StoneCo Stock Is Bound to Be a Stone-Cold Loser

Stocks to sell

Cayman Islands-based StoneCo (NASDAQ:STNE) offers financial technology solutions and has operations in Brazil. This might sound like an intriguing international investment opportunity, but in reality, STNE stock is just a toxic asset that should be avoided.

Online payment terminal concept. POS terminal on green background. Contectless payment equipment. Similar to StoneCo (STNE) POS equipment.

Source: FOTOGRIN / Shutterstock.com

Don’t misunderstand — there was a period of time when StoneCo’s shareholders made a killing. The good times are now in the rearview mirror, however.

As we’ll see, STNE stock’s momentum is undeniably to the downside. Not only that, but StoneCo’s long-term shareholders coughed up whatever gains they made, and shouldn’t count on a recovery.

The point is, not all international tech investments are good ones. You have to vet each company carefully — and in StoneCo’s case, a thorough examination shows that the financial situation is far from ideal.

STNE Stock at a Glance

Just to recap, back in October of 2018, StoneCo established an initial public offering (IPO) price of $24. However, STNE stock opened for trading on that first day at $32.

Fast-forward to April of 2020, and the StoneCo share price had declined to $17 and change. However, this drawdown was undoubtedly attributable, at least in part, to the spread of the Covid-19 pandemic.

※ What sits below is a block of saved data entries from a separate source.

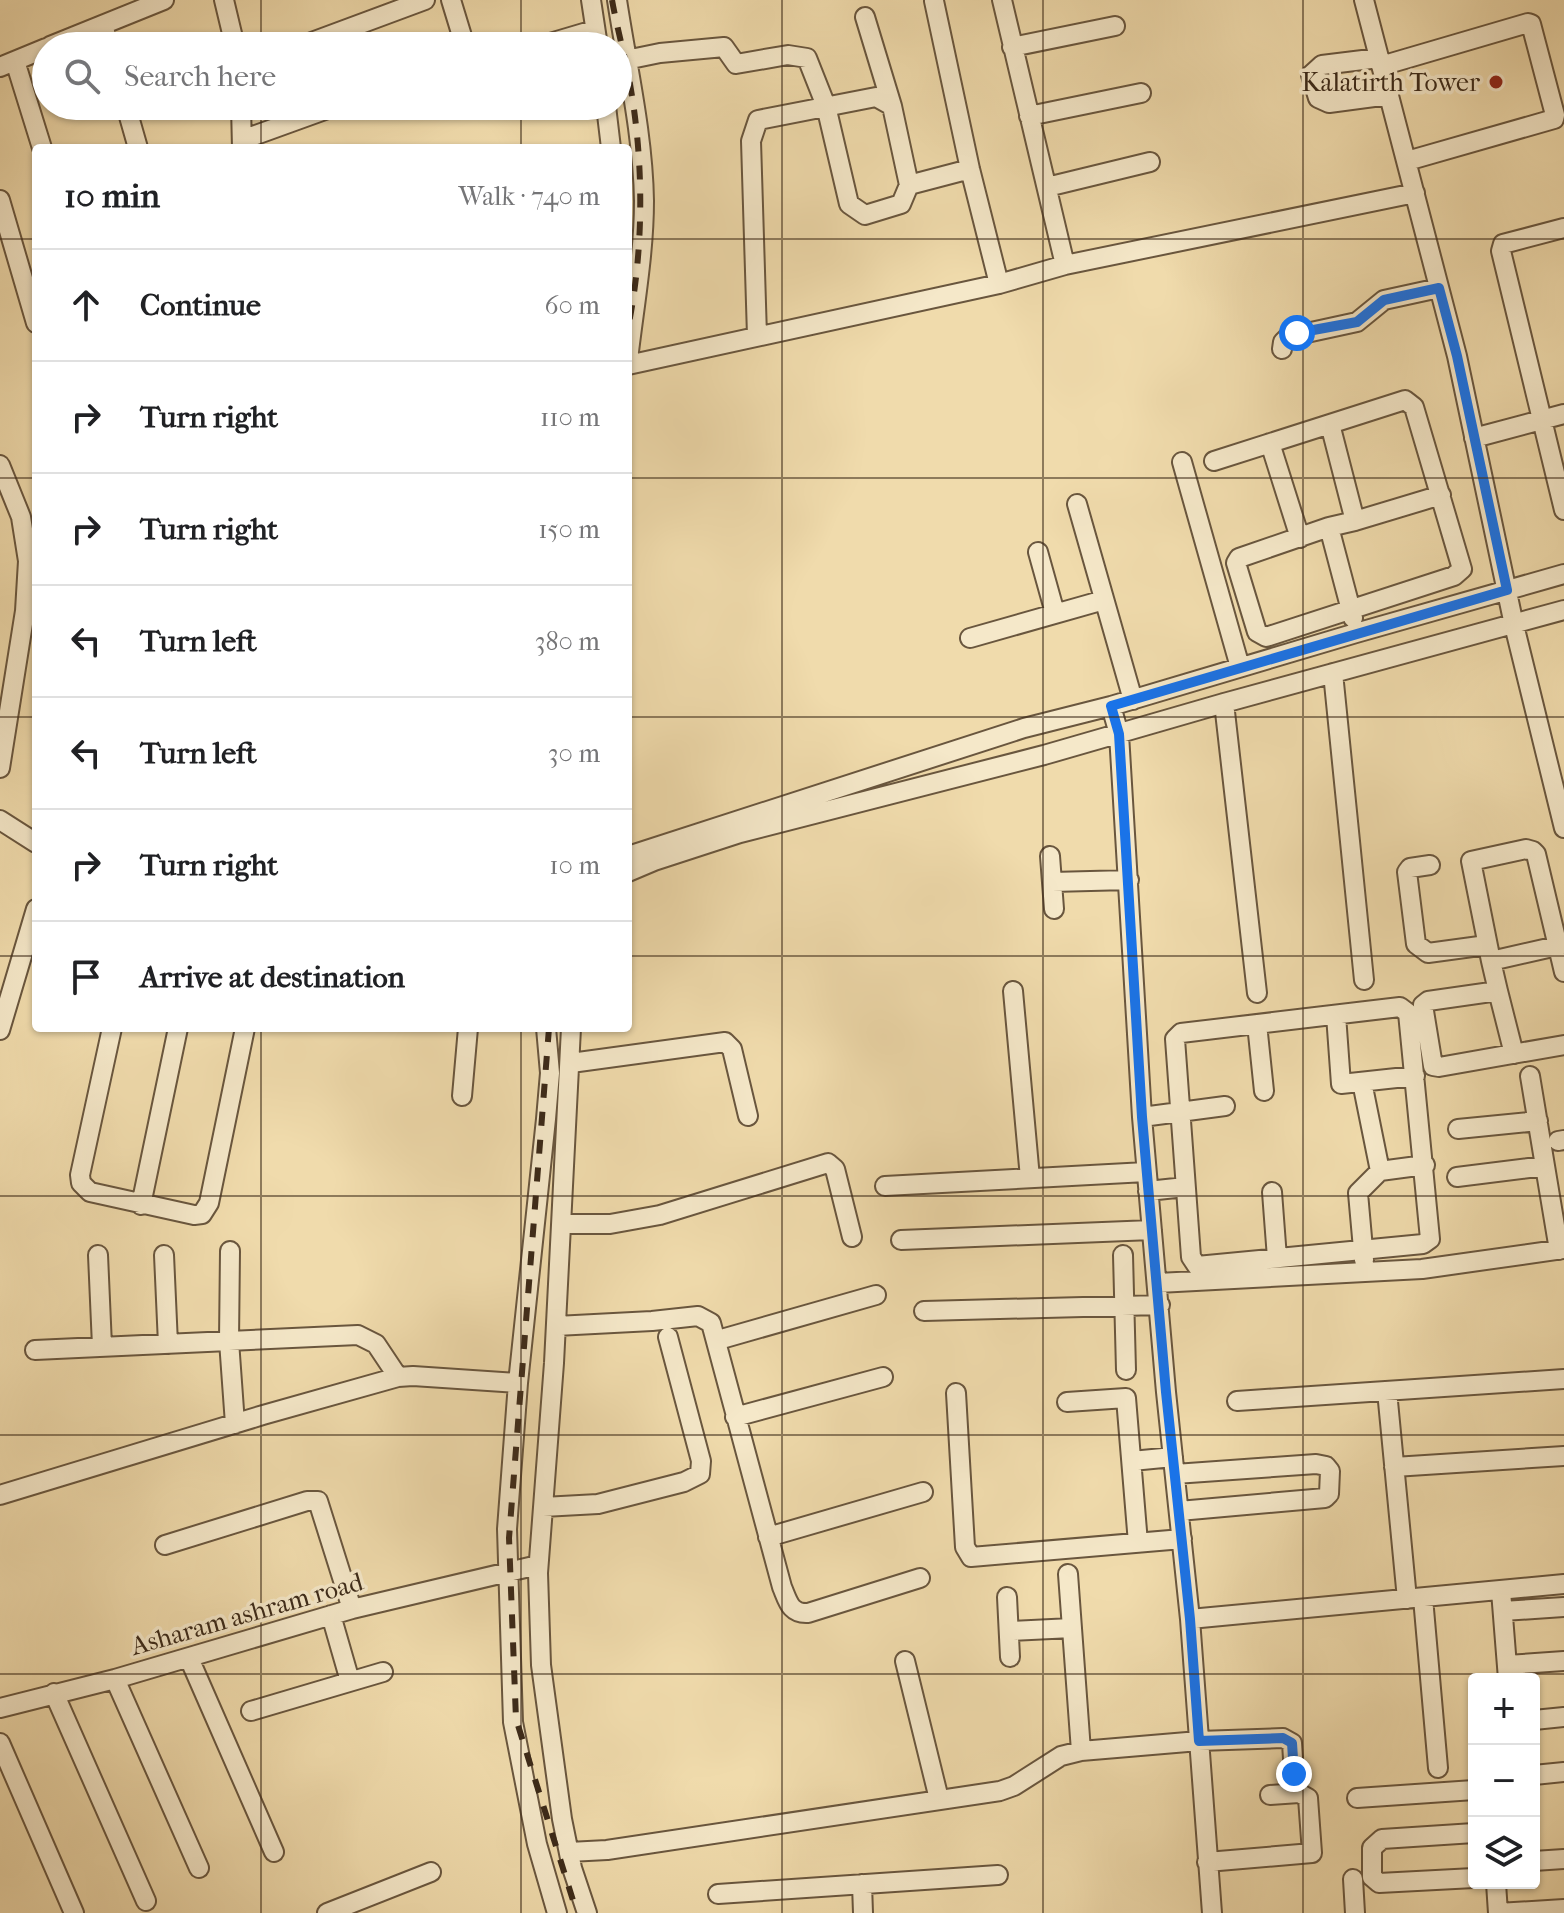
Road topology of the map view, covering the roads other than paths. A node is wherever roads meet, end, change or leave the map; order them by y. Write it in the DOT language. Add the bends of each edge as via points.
graph roads {
  1 [pos="164,0"];
  2 [pos="224,0"];
  3 [pos="425,0"];
  4 [pos="451,0"];
  5 [pos="591,0"];
  6 [pos="617,0"];
  7 [pos="1002,0"];
  8 [pos="1364,0"];
  9 [pos="934,1"];
  10 [pos="865,17"];
  11 [pos="103,25"];
  12 [pos="1115,26"];
  13 [pos="86,32"];
  14 [pos="105,32"];
  15 [pos="232,32"];
  16 [pos="339,32"];
  17 [pos="461,32"];
  18 [pos="595,32"];
  19 [pos="622,32"];
  20 [pos="1012,47"];
  21 [pos="32,54"];
  22 [pos="632,59"];
  23 [pos="1380,62"];
  24 [pos="7,64"];
  25 [pos="1141,93"];
  26 [pos="1389,95"];
  27 [pos="632,101"];
  28 [pos="826,106"];
  29 [pos="892,106"];
  30 [pos="1029,116"];
  31 [pos="130,120"];
  32 [pos="241,120"];
  33 [pos="301,120"];
  34 [pos="608,120"];
  35 [pos="40,144"];
  36 [pos="137,144"];
  37 [pos="242,144"];
  38 [pos="611,144"];
  39 [pos="1407,161"];
  40 [pos="1150,162"];
  41 [pos="970,169"];
  42 [pos="909,185"];
  43 [pos="1047,187"];
  44 [pos="1415,193"];
  45 [pos="0,200"];
  46 [pos="1564,228"];
  47 [pos="1065,265"];
  48 [pos="999,284"];
  49 [pos="1439,288"];
  50 [pos="32,309"];
  51 [pos="632,332"];
  52 [pos="757,336"];
  53 [pos="1282,349"];
  54 [pos="632,362"];
  55 [pos="1564,414"];
  56 [pos="1542,420"];
  57 [pos="1330,424"];
  58 [pos="1474,438"];
  59 [pos="1270,443"];
  60 [pos="1214,461"];
  61 [pos="1182,462"];
  62 [pos="0,465"];
  63 [pos="1441,495"];
  64 [pos="1077,504"];
  65 [pos="1564,510"];
  66 [pos="1355,521"];
  67 [pos="1329,527"];
  68 [pos="1300,538"];
  69 [pos="1038,552"];
  70 [pos="1564,574"];
  71 [pos="1507,590"];
  72 [pos="1104,600"];
  73 [pos="1350,609"];
  74 [pos="1564,610"];
  75 [pos="1055,613"];
  76 [pos="1514,625"];
  77 [pos="1356,633"];
  78 [pos="970,638"];
  79 [pos="1240,667"];
  80 [pos="1333,673"];
  81 [pos="1133,700"];
  82 [pos="1224,703"];
  83 [pos="1111,706"];
  84 [pos="1119,734"];
  85 [pos="0,768"];
  86 [pos="0,820"];
  87 [pos="1564,828"];
  88 [pos="32,840"];
  89 [pos="632,855"];
  90 [pos="1050,856"];
  91 [pos="1430,865"];
  92 [pos="632,870"];
  93 [pos="1129,880"];
  94 [pos="1052,882"];
  95 [pos="1054,909"];
  96 [pos="32,922"];
  97 [pos="1561,945"];
  98 [pos="1489,953"];
  99 [pos="1564,972"];
  100 [pos="1364,980"];
  101 [pos="1013,991"];
  102 [pos="1498,991"];
  103 [pos="1257,993"];
  104 [pos="1336,1015"];
  105 [pos="1257,1024"];
  106 [pos="0,1030"];
  107 [pos="111,1032"];
  108 [pos="177,1032"];
  109 [pos="244,1032"];
  110 [pos="468,1032"];
  111 [pos="546,1032"];
  112 [pos="571,1032"];
  113 [pos="1564,1045"];
  114 [pos="1514,1054"];
  115 [pos="571,1063"];
  116 [pos="1415,1076"];
  117 [pos="1530,1076"];
  118 [pos="1362,1082"];
  119 [pos="1264,1091"];
  120 [pos="462,1096"];
  121 [pos="1225,1106"];
  122 [pos="1179,1112"];
  123 [pos="748,1116"];
  124 [pos="1142,1117"];
  125 [pos="1538,1121"];
  126 [pos="1458,1129"];
  127 [pos="1425,1165"];
  128 [pos="1545,1166"];
  129 [pos="1380,1171"];
  130 [pos="1457,1177"];
  131 [pos="1030,1178"];
  132 [pos="1147,1181"];
  133 [pos="885,1186"];
  134 [pos="1185,1187"];
  135 [pos="1272,1192"];
  136 [pos="141,1205"];
  137 [pos="562,1224"];
  138 [pos="1152,1230"];
  139 [pos="852,1237"];
  140 [pos="901,1240"];
  141 [pos="1562,1249"];
  142 [pos="1363,1250"];
  143 [pos="230,1251"];
  144 [pos="98,1255"];
  145 [pos="164,1255"];
  146 [pos="1123,1255"];
  147 [pos="1277,1258"];
  148 [pos="1365,1272"];
  149 [pos="1158,1283"];
  150 [pos="876,1295"];
  151 [pos="1160,1305"];
  152 [pos="1124,1306"];
  153 [pos="924,1311"];
  154 [pos="556,1326"];
  155 [pos="668,1337"];
  156 [pos="718,1340"];
  157 [pos="229,1341"];
  158 [pos="168,1344"];
  159 [pos="102,1346"];
  160 [pos="35,1350"];
  161 [pos="1126,1370"];
  162 [pos="398,1377"];
  163 [pos="883,1377"];
  164 [pos="1564,1379"];
  165 [pos="518,1383"];
  166 [pos="1387,1391"];
  167 [pos="956,1393"];
  168 [pos="1237,1401"];
  169 [pos="1067,1402"];
  170 [pos="735,1417"];
  171 [pos="235,1424"];
  172 [pos="1564,1456"];
  173 [pos="1132,1461"];
  174 [pos="1174,1465"];
  175 [pos="1394,1467"];
  176 [pos="923,1492"];
  177 [pos="0,1495"];
  178 [pos="543,1507"];
  179 [pos="1179,1511"];
  180 [pos="768,1537"];
  181 [pos="1182,1539"];
  182 [pos="1138,1543"];
  183 [pos="165,1545"];
  184 [pos="538,1565"];
  185 [pos="508,1570"];
  186 [pos="1068,1574"];
  187 [pos="920,1578"];
  188 [pos="1564,1584"];
  189 [pos="1501,1591"];
  190 [pos="1007,1597"];
  191 [pos="1415,1599"];
  192 [pos="1564,1607"];
  193 [pos="352,1609"];
  194 [pos="1503,1611"];
  195 [pos="331,1615"];
  196 [pos="1190,1619"];
  197 [pos="1072,1628"];
  198 [pos="1009,1631"];
  199 [pos="1010,1657"];
  200 [pos="189,1658"];
  201 [pos="905,1661"];
  202 [pos="1564,1661"];
  203 [pos="383,1672"];
  204 [pos="1508,1672"];
  205 [pos="115,1679"];
  206 [pos="350,1681"];
  207 [pos="54,1693"];
  208 [pos="0,1708"];
  209 [pos="251,1711"];
  210 [pos="1564,1717"];
  211 [pos="1540,1719"];
  212 [pos="1199,1741"];
  213 [pos="0,1743"];
  214 [pos="1081,1751"];
  215 [pos="1438,1768"];
  216 [pos="1564,1772"];
  217 [pos="1294,1774"];
  218 [pos="1540,1774"];
  219 [pos="1468,1790"];
  220 [pos="1270,1795"];
  221 [pos="1357,1798"];
  222 [pos="939,1799"];
  223 [pos="562,1819"];
  224 [pos="533,1824"];
  225 [pos="1468,1833"];
  226 [pos="274,1852"];
  227 [pos="569,1852"];
  228 [pos="1564,1859"];
  229 [pos="1540,1861"];
  230 [pos="1207,1862"];
  231 [pos="199,1868"];
  232 [pos="431,1872"];
  233 [pos="998,1875"];
  234 [pos="1468,1878"];
  235 [pos="862,1884"];
  236 [pos="1496,1889"];
  237 [pos="718,1894"];
  238 [pos="146,1901"];
  239 [pos="1564,1909"];
  240 [pos="74,1913"];
  241 [pos="327,1913"];
  242 [pos="557,1913"];
  243 [pos="587,1913"];
  244 [pos="863,1913"];
  245 [pos="1212,1913"];
  246 [pos="1344,1913"];
  247 [pos="1355,1913"];
  1 -- 11 [label="street"];
  2 -- 15 [label="street"];
  3 -- 16 [label="street"];
  4 -- 17 [label="street"];
  5 -- 18 [label="street"];
  6 -- 19 [label="street"];
  7 -- 20 [label="street"];
  8 -- 23 [label="street"];
  9 -- 41 [label="street"];
  10 -- 29 [label="street"];
  11 -- 13 [label="street"];
  11 -- 14 [label="street"];
  12 -- 20 [label="street"];
  20 -- 30 [label="street"];
  21 -- 24 [label="street"];
  22 -- 28 [label="street" via="724,47 736,64 788,55 807,58"];
  23 -- 26 [label="street"];
  23 -- 26 [label="street" via="1322,65 1311,75 1318,98 1329,103"];
  23 -- 39 [label="street" via="1531,24 1554,119"];
  24 -- 35 [label="street"];
  25 -- 30 [label="street"];
  26 -- 39 [label="street"];
  27 -- 51 [label="street" via="644,202"];
  28 -- 29 [label="street" via="876,97"];
  28 -- 42 [label="street" via="849,204 865,215 901,204"];
  28 -- 52 [label="street" via="758,120 751,141"];
  29 -- 42 [label="street"];
  30 -- 43 [label="street"];
  31 -- 36 [label="street"];
  32 -- 37 [label="street"];
  33 -- 37 [label="street"];
  34 -- 38 [label="street"];
  39 -- 44 [label="street"];
  40 -- 43 [label="street"];
  41 -- 42 [label="street"];
  41 -- 48 [label="street"];
  43 -- 47 [label="street"];
  44 -- 47 [label="street"];
  44 -- 49 [label="street"];
  45 -- 50 [label="street"];
  46 -- 56 [label="street" via="1503,244 1501,251"];
  47 -- 48 [label="street"];
  48 -- 52 [label="street"];
  49 -- 53 [label="street" via="1384,300 1357,322 1288,337"];
  49 -- 58 [label="street"];
  52 -- 54 [label="street"];
  55 -- 56 [label="street"];
  56 -- 58 [label="street"];
  56 -- 65 [label="street"];
  57 -- 59 [label="street"];
  57 -- 63 [label="street" via="1405,400 1414,407"];
  57 -- 66 [label="street"];
  58 -- 71 [label="street"];
  59 -- 60 [label="street"];
  59 -- 68 [label="street"];
  61 -- 79 [label="street"];
  62 -- 85 [label="street" via="21,517 28,561"];
  63 -- 66 [label="street"];
  63 -- 73 [label="street" via="1462,569"];
  64 -- 72 [label="street"];
  66 -- 67 [label="street"];
  67 -- 68 [label="street"];
  67 -- 73 [label="street"];
  68 -- 73 [label="street" via="1236,563 1257,632 1266,637"];
  69 -- 75 [label="street"];
  70 -- 71 [label="street"];
  71 -- 76 [label="street"];
  71 -- 77 [label="street"];
  72 -- 75 [label="street"];
  72 -- 81 [label="street"];
  73 -- 77 [label="street"];
  74 -- 76 [label="street"];
  75 -- 78 [label="street"];
  76 -- 80 [label="street"];
  76 -- 87 [label="street"];
  77 -- 79 [label="street"];
  79 -- 81 [label="street"];
  80 -- 82 [label="street"];
  80 -- 100 [label="street"];
  81 -- 83 [label="street"];
  82 -- 84 [label="street"];
  82 -- 103 [label="street"];
  83 -- 84 [label="street"];
  83 -- 89 [label="street" via="1024,728"];
  84 -- 92 [label="street" via="740,833"];
  84 -- 93 [label="street"];
  86 -- 88 [label="street"];
  90 -- 94 [label="street"];
  91 -- 98 [label="street" via="1407,872 1416,944 1428,953"];
  93 -- 94 [label="street"];
  93 -- 124 [label="street"];
  94 -- 95 [label="street"];
  96 -- 106 [label="street"];
  97 -- 98 [label="street"];
  97 -- 98 [label="street" via="1536,854 1530,849 1471,861"];
  97 -- 99 [label="street"];
  98 -- 102 [label="street"];
  101 -- 131 [label="street"];
  102 -- 114 [label="street"];
  102 -- 114 [label="street" via="1425,1002 1430,1062 1439,1067"];
  104 -- 105 [label="street"];
  104 -- 116 [label="street" via="1404,1009"];
  104 -- 118 [label="street" via="1341,1084"];
  105 -- 119 [label="street"];
  105 -- 122 [label="street" via="1178,1036 1174,1043"];
  107 -- 136 [label="street" via="81,1183 90,1192"];
  108 -- 136 [label="street"];
  109 -- 136 [label="street" via="207,1208 194,1215"];
  110 -- 120 [label="street"];
  111 -- 165 [label="street" via="550,1073"];
  112 -- 115 [label="street"];
  113 -- 114 [label="street"];
  115 -- 123 [label="street" via="725,1042 732,1049"];
  115 -- 137 [label="street"];
  116 -- 118 [label="street"];
  116 -- 127 [label="street"];
  117 -- 125 [label="street"];
  118 -- 129 [label="street"];
  121 -- 122 [label="street"];
  122 -- 124 [label="street"];
  122 -- 134 [label="street"];
  124 -- 132 [label="street"];
  125 -- 126 [label="street"];
  125 -- 128 [label="street"];
  127 -- 129 [label="street"];
  127 -- 142 [label="street" via="1430,1239"];
  128 -- 130 [label="street"];
  128 -- 141 [label="street"];
  129 -- 142 [label="street" via="1358,1193"];
  131 -- 132 [label="street"];
  131 -- 133 [label="street"];
  132 -- 134 [label="street"];
  132 -- 138 [label="street"];
  134 -- 147 [label="street" via="1194,1264"];
  135 -- 147 [label="street"];
  137 -- 139 [label="street" via="610,1224 660,1215 828,1163 835,1169"];
  137 -- 154 [label="street"];
  138 -- 140 [label="street"];
  138 -- 149 [label="street"];
  141 -- 148 [label="street"];
  142 -- 147 [label="street"];
  142 -- 148 [label="street"];
  143 -- 157 [label="street"];
  144 -- 159 [label="street"];
  145 -- 158 [label="street"];
  146 -- 152 [label="street"];
  148 -- 149 [label="street"];
  149 -- 151 [label="street"];
  150 -- 156 [label="street"];
  151 -- 152 [label="street"];
  151 -- 174 [label="street"];
  152 -- 153 [label="street"];
  152 -- 161 [label="street"];
  154 -- 156 [label="street" via="698,1316 711,1323"];
  154 -- 178 [label="street"];
  155 -- 178 [label="street" via="700,1474 598,1504"];
  156 -- 170 [label="street"];
  157 -- 158 [label="street"];
  157 -- 162 [label="street" via="358,1335 376,1344"];
  157 -- 171 [label="street"];
  158 -- 159 [label="street"];
  159 -- 160 [label="street"];
  162 -- 165 [label="street"];
  162 -- 171 [label="street"];
  163 -- 170 [label="street"];
  164 -- 166 [label="street"];
  165 -- 185 [label="street"];
  166 -- 168 [label="street"];
  166 -- 175 [label="street"];
  167 -- 182 [label="street" via="965,1547 971,1557"];
  169 -- 173 [label="street" via="1126,1398"];
  170 -- 180 [label="street"];
  171 -- 177 [label="street"];
  172 -- 175 [label="street"];
  173 -- 174 [label="street"];
  173 -- 182 [label="street"];
  174 -- 179 [label="street"];
  174 -- 179 [label="street" via="1316,1464 1330,1471 1325,1498"];
  175 -- 191 [label="street"];
  176 -- 180 [label="street"];
  178 -- 184 [label="street"];
  179 -- 181 [label="street"];
  180 -- 187 [label="street" via="782,1587 798,1614"];
  181 -- 182 [label="street"];
  181 -- 196 [label="street"];
  183 -- 193 [label="street" via="318,1501"];
  184 -- 185 [label="street, Asharam ashram road"];
  184 -- 223 [label="street" via="541,1665"];
  185 -- 193 [label="street, Asharam ashram road"];
  185 -- 224 [label="street" via="513,1722"];
  186 -- 197 [label="street"];
  188 -- 189 [label="street"];
  189 -- 191 [label="street"];
  189 -- 194 [label="street"];
  190 -- 198 [label="street"];
  191 -- 196 [label="street"];
  191 -- 215 [label="street"];
  192 -- 194 [label="street"];
  193 -- 195 [label="street, Asharam ashram road"];
  194 -- 204 [label="street"];
  195 -- 200 [label="street, Asharam ashram road"];
  195 -- 206 [label="street"];
  196 -- 212 [label="street"];
  197 -- 198 [label="street"];
  197 -- 214 [label="street"];
  198 -- 199 [label="street"];
  200 -- 205 [label="street, Asharam ashram road"];
  200 -- 226 [label="street"];
  201 -- 222 [label="street"];
  202 -- 204 [label="street"];
  203 -- 206 [label="street"];
  205 -- 207 [label="street, Asharam ashram road"];
  205 -- 231 [label="street"];
  206 -- 209 [label="street"];
  207 -- 208 [label="street, Asharam ashram road"];
  207 -- 238 [label="street"];
  210 -- 211 [label="street"];
  212 -- 214 [label="street"];
  212 -- 217 [label="street" via="1283,1738 1292,1743"];
  212 -- 230 [label="street"];
  213 -- 240 [label="street"];
  214 -- 222 [label="street" via="1053,1760 1000,1791"];
  216 -- 218 [label="street"];
  219 -- 221 [label="street"];
  220 -- 230 [label="street" via="1299,1793 1308,1798 1312,1853"];
  222 -- 227 [label="street"];
  223 -- 224 [label="street"];
  223 -- 227 [label="street"];
  224 -- 242 [label="street"];
  225 -- 234 [label="street" via="1382,1839 1372,1848 1372,1877 1379,1883"];
  227 -- 243 [label="street"];
  228 -- 229 [label="street"];
  230 -- 245 [label="street"];
  232 -- 241 [label="street"];
  233 -- 235 [label="street"];
  235 -- 237 [label="street"];
  235 -- 244 [label="street"];
  236 -- 239 [label="street" via="1498,1913"];
  246 -- 247 [label="street" via="1348,1879"];
}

The rebound in STNE stock was impressive, to say the least. Amazingly, the share price reached a peak of around $95 in February of 2021. That rally may have been fueled more by hope and hype, however, than by StoneCo’s financials and fundamentals. Thus, the share price fell back to $17 in early January of 2022.

There’s definitely a lesson here about the hazards of buying highly speculative stocks at high prices. In some instances, it can be bad for your fiscal health.

Spending Like There’s No Tomorrow

To sum it up, StoneCo seeks to provide payment processing solutions, primarily in Brazil, including point-of-sale machines and payment gateway services. Let’s be clear: it is operating in a highly challenging market environment. Brazil’s economy was, and still is, hit hard by the Covid-19 pandemic.

Plus, if you thought the U.S.’s inflation rate was high, then get a load of this. Brazil’s annualized inflation rate, according to the most recent reading, is 10.06%.

When practically everything is expensive, it’s usually not a great idea to go on a spending spree. Yet, that’s exactly what StoneCo has done. Judging by the figures from its third-quarter 2021 financial data release, it’s evident the company didn’t exercise fiscal discipline:

  • Administrative expenses totaled 359.8 million Brazilian reals (BRL), 238.9% higher on a year-over-year (YOY) basis.
  • Selling expenses were 308.2 million BRL for an increase of 120.9% YOY.
  • Financial expenses came to 330.7 million BRL, marking an eye-watering 411.3% YOY increase.
  • Cost of services was 525.6 million BRL, 152.6% higher on a YOY basis.

Poor Judgment, Poor Results

Scouring through the press release, there’s no assurance from StoneCo that the company has an action plan to curtail its spending. Furthermore, its ill-fated investment in Banco Inter was a complete bust. During 2021’s third quarter, StoneCo incurred mark-to-market losses totaling 1.3 billion BRL in its investment in Banco Inter.

By now, you might have the impression that StoneCo’s executives have demonstrated poor judgment. With that in mind, let’s perform a checkup on the company’s bottom-line performance.

During the three months ending on Sept. 30, 2021, StoneCo incurred a staggering net loss of 1.26 billion BRL. That’s significantly worse than the 249.1 million BRL net gain reported in the year-earlier equivalent period.

So, if investors were counting on a post-Covid-19 recovery trade with STNE stock, that clearly hasn’t panned out.

The Takeaway on STNE Stock

International investing can be challenging. It requires you to select the most promising businesses while mitigating the risks as much as possible. Given StoneCo’s subpar financial performance and Brazil’s economic challenges, it’s difficult to build a bullish thesis for this company.

The company’s risks, as we’ve seen, are considerable and make it difficult to own STNE stock with confidence. Consequently, prospective investors should consider seeking out a company with a more favorable financial profile.

On the date of publication, neither Louis Navellier nor the InvestorPlace Research Staff member primarily responsible for this article held (either directly or indirectly) any positions in the securities mentioned in this article.